(Data section Opens)

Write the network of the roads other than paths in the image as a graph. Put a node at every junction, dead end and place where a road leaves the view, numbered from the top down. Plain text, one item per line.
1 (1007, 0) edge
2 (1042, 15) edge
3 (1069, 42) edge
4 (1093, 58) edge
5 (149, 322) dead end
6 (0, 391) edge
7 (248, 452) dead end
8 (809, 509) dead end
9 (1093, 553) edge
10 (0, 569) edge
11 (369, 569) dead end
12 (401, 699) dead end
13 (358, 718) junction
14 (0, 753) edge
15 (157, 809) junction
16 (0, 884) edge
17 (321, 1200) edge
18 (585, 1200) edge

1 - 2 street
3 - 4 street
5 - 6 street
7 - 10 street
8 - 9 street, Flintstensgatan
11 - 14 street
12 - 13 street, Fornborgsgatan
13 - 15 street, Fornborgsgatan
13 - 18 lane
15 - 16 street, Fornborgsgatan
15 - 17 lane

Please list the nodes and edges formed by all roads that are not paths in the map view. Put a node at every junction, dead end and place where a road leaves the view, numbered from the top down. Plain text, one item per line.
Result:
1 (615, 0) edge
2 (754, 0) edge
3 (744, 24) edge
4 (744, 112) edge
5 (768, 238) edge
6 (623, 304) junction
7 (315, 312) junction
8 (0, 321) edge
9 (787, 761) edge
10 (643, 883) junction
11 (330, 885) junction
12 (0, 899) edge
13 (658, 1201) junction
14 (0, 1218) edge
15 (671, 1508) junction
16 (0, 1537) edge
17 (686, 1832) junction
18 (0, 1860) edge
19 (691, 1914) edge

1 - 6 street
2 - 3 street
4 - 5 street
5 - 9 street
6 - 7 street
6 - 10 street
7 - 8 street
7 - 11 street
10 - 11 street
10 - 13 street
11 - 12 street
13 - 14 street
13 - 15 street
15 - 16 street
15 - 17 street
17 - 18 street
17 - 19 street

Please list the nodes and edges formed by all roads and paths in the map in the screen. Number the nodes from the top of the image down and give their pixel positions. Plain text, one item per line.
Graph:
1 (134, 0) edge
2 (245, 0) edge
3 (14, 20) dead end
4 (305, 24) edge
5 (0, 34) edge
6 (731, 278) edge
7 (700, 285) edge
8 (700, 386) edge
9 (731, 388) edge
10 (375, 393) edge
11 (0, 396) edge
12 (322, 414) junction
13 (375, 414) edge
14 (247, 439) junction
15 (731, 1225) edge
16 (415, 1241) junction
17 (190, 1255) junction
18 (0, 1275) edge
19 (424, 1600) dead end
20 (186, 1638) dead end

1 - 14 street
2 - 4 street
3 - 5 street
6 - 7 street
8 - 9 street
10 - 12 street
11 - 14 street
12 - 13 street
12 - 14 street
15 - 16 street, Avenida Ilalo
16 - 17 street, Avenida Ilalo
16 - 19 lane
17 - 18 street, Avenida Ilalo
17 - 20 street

(Data section Closes)

- Task to complete
Extract the entries above verbatim.

- Written answer
Write the network of the roads other than paths in the image as a graph. Put a node at every junction, dead end and place where a road leaves the view, numbered from the top down. Plain text, one item per line.
1 (1007, 0) edge
2 (1042, 15) edge
3 (1069, 42) edge
4 (1093, 58) edge
5 (149, 322) dead end
6 (0, 391) edge
7 (248, 452) dead end
8 (809, 509) dead end
9 (1093, 553) edge
10 (0, 569) edge
11 (369, 569) dead end
12 (401, 699) dead end
13 (358, 718) junction
14 (0, 753) edge
15 (157, 809) junction
16 (0, 884) edge
17 (321, 1200) edge
18 (585, 1200) edge

1 - 2 street
3 - 4 street
5 - 6 street
7 - 10 street
8 - 9 street, Flintstensgatan
11 - 14 street
12 - 13 street, Fornborgsgatan
13 - 15 street, Fornborgsgatan
13 - 18 lane
15 - 16 street, Fornborgsgatan
15 - 17 lane

Please list the nodes and edges formed by all roads that are not paths in the map view. Put a node at every junction, dead end and place where a road leaves the view, numbered from the top down. Plain text, one item per line.
Result:
1 (615, 0) edge
2 (754, 0) edge
3 (744, 24) edge
4 (744, 112) edge
5 (768, 238) edge
6 (623, 304) junction
7 (315, 312) junction
8 (0, 321) edge
9 (787, 761) edge
10 (643, 883) junction
11 (330, 885) junction
12 (0, 899) edge
13 (658, 1201) junction
14 (0, 1218) edge
15 (671, 1508) junction
16 (0, 1537) edge
17 (686, 1832) junction
18 (0, 1860) edge
19 (691, 1914) edge

1 - 6 street
2 - 3 street
4 - 5 street
5 - 9 street
6 - 7 street
6 - 10 street
7 - 8 street
7 - 11 street
10 - 11 street
10 - 13 street
11 - 12 street
13 - 14 street
13 - 15 street
15 - 16 street
15 - 17 street
17 - 18 street
17 - 19 street

Please list the nodes and edges formed by all roads and paths in the map in the screen. Number the nodes from the top of the image down and give their pixel positions. Plain text, one item per line.
Graph:
1 (134, 0) edge
2 (245, 0) edge
3 (14, 20) dead end
4 (305, 24) edge
5 (0, 34) edge
6 (731, 278) edge
7 (700, 285) edge
8 (700, 386) edge
9 (731, 388) edge
10 (375, 393) edge
11 (0, 396) edge
12 (322, 414) junction
13 (375, 414) edge
14 (247, 439) junction
15 (731, 1225) edge
16 (415, 1241) junction
17 (190, 1255) junction
18 (0, 1275) edge
19 (424, 1600) dead end
20 (186, 1638) dead end

1 - 14 street
2 - 4 street
3 - 5 street
6 - 7 street
8 - 9 street
10 - 12 street
11 - 14 street
12 - 13 street
12 - 14 street
15 - 16 street, Avenida Ilalo
16 - 17 street, Avenida Ilalo
16 - 19 lane
17 - 18 street, Avenida Ilalo
17 - 20 street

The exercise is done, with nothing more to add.